Fui creciendo, trabajando y adquiriendo conocimientos profesionales, no
fui muy bueno para los estudios, pero me gustaba tanto leer, y sobretodo
libros que me recordaran que Tú estabas hay, y que siempre contaría contigo estuviera
donde estuviera. Gracias a todo ello, ahora -siento un poco de vergüenza al
decirlo- ni el dolor me duele, ni la amargura me amarga. No porque yo sea un
valiente, sino sencillamente porque al haber aprendido desde niño a
contemplar ante todo las zonas positivas de la vida y al haber asumido con
normalidad las negras, resulta que, cuando éstas llegan, ya no son negras,
sino sólo un tanto grises.
A veces pienso que he tenido «demasiado buena suerte». Los santos te ofrecían cosas grandes. Yo nunca he tenido nada serio que ofrecerte. Me temo que, a la hora de mi muerte, voy a tener la impresión que en ese momento tendré, las manos vacías, porque nunca me enviaste nada realmente cuesta arriba para poder ofrecértelo. Ni siquiera la soledad. Ni siquiera esos descensos a la nada con que tú regalas a veces a los que verdaderamente fueron tuyos. Lo siento. Pero ¿qué hago yo si a mi no me has abandonado nunca? Pero yo si te he abandonado muchas veces.
Me pusiste al servicio de un Caballero un hombre santo Escritor, poeta,
padre de familia, humano, creyente y miembro del Opus Deis, me lo pusiste fácil,
el asistir a los Círculos, a los Retiros, a la Misa diaria, la Santa confesión;
como tenia que acompañarlo, pues era su chofe y ayuda de Cámara, me estabas invitando
a que regresara a Ti, y abrazara de nuevo ese amor que Tu siempre me habías
dado. Y lo acepte, ingrese como Socio del Opus Dei, y Pite el 08/06/1972,
realice la Admisión y la Oblación. A veces me avergüenzo pensando que me
moriré sin haber estado nunca a tu lado en el huerto de los olivos, sin haber
tenido yo mi agonía de Getsemaní. Pero es que tú -no sé por qué- jamás me
sacaste del domingo de Ramos.

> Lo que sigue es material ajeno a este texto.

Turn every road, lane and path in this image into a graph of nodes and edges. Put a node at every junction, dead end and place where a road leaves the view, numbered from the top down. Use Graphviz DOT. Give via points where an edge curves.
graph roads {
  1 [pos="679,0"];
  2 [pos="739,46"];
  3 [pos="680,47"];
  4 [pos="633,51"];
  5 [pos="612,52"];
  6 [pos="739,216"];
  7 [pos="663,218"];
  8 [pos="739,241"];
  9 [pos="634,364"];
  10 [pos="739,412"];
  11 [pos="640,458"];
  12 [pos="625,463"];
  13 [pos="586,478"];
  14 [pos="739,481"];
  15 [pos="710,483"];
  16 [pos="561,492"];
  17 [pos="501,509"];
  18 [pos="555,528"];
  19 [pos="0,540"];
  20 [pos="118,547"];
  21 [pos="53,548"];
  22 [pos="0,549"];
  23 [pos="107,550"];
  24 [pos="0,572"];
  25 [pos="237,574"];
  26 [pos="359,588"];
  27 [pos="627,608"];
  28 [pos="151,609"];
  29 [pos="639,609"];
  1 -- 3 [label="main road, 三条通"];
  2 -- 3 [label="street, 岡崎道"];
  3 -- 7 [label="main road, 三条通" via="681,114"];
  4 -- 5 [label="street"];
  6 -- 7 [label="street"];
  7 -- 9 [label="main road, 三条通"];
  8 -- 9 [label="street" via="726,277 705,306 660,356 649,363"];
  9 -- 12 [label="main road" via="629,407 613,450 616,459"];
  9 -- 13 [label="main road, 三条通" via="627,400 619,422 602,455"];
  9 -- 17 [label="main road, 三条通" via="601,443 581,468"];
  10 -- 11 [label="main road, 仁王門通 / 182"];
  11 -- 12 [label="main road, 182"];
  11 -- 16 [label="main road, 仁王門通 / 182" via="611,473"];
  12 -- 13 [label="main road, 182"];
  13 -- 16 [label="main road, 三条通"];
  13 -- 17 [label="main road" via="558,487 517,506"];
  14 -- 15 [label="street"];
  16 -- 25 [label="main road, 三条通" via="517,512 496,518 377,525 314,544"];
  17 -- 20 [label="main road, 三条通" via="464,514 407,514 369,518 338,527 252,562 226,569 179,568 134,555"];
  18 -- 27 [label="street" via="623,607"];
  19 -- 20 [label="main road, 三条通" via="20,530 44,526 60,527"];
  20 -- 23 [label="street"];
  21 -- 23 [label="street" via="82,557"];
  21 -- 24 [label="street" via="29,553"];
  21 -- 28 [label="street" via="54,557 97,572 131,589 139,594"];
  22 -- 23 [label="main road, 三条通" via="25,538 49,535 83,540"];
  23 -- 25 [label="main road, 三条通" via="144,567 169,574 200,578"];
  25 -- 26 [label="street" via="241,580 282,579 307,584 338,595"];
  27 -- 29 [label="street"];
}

Incluso alguna vez --en mis sueños heroicos- he
pensado que me habría gustado tener fuerzas para superar las crisis pero me
han superado.
El 19/03/1993 una fuerte crisis me aparto de la Obra no esta, claro, la razón,
El pecado ha puesto su guarida en mí y tú y yo sabemos hasta qué
profundidades. Pero la verdad es que ni siquiera en las horas de la quemadura
he podido experimentar plenamente la llama negra del mal de tanta luz como tú
mantenías a mi lado. En la miseria, he seguido siendo tuyo. Y hasta me parece
que tu amor era tanto más tierno cuantas más niñerías hacía yo.